Skyrmions as topological objects are important in solid state physics, especially in the emerging technology of spintronics. A two-dimensional magnetic skyrmion, as a topological object, is formed, e.g., from a 3D effective-spin "hedgehog" (in the field of micromagnetics: out of a so-called "Bloch point" singularity of homotopy degree +1) by a stereographic projection, whereby the positive north-pole spin is mapped onto a far-off edge circle of a 2D-disk, while the negative south-pole spin is mapped onto the center of the disk.

Mathematical definition

In field theory, skyrmions are homotopically non-trivial classical solutions of a nonlinear sigma model with a non-trivial target manifold topology – hence, they are topological solitons.
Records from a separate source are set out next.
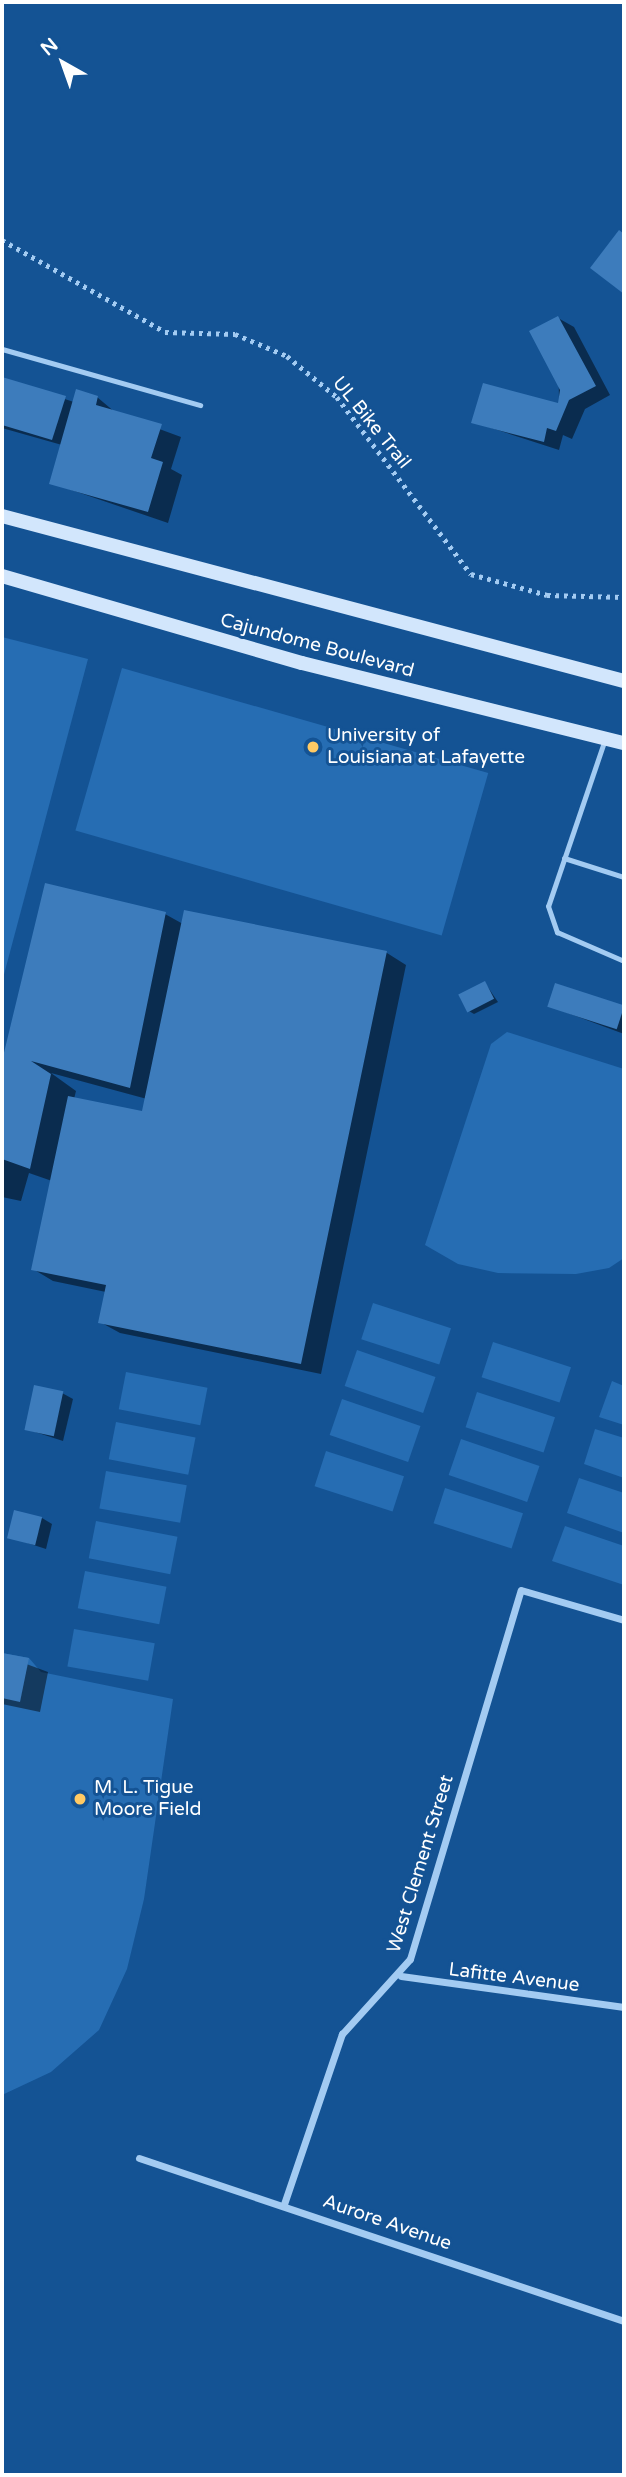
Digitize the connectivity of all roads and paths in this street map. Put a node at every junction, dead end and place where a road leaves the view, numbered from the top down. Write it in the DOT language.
graph roads {
  1 [pos="2,240"];
  2 [pos="2,349"];
  3 [pos="200,405"];
  4 [pos="2,516"];
  5 [pos="2,576"];
  6 [pos="624,597"];
  7 [pos="624,681"];
  8 [pos="605,739"];
  9 [pos="624,743"];
  10 [pos="564,858"];
  11 [pos="624,877"];
  12 [pos="624,961"];
  13 [pos="624,1620"];
  14 [pos="401,1976"];
  15 [pos="624,2007"];
  16 [pos="139,2158"];
  17 [pos="284,2204"];
  18 [pos="624,2320"];
  1 -- 6 [label="path, UL Bike Trail"];
  2 -- 3 [label="lane"];
  4 -- 7 [label="street"];
  5 -- 8 [label="street, Cajundome Boulevard"];
  8 -- 9 [label="street, Cajundome Boulevard"];
  8 -- 10 [label="lane"];
  10 -- 11 [label="lane"];
  10 -- 12 [label="lane"];
  13 -- 14 [label="street, West Clement Street"];
  14 -- 15 [label="street, Lafitte Avenue"];
  14 -- 17 [label="street, West Clement Street"];
  16 -- 17 [label="street, Aurore Avenue"];
  17 -- 18 [label="street, Aurore Avenue"];
}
An example occurs in chiral models[4] of mesons, where the target manifold is a homogeneous space of the structure group

\left(\frac{SU(N)_L\times SU(N)_R}{SU(N)_\text{diag}}\right)

where SU(N)L and SU(N)R are the left and right parts of the SU(N) matrix, and SU(N)diag is the diagonal subgroup.

If spacetime has the topology S3×R, then classical configurations can be classified by an integral winding number[5] because the third homotopy group

\pi_3\left(\frac{SU(N)_L\times SU(N)_R}{SU(N)_\text{diag}}\cong SU(N)\right)

is equivalent to the ring of integers, with the congruence sign referring to homeomorphism.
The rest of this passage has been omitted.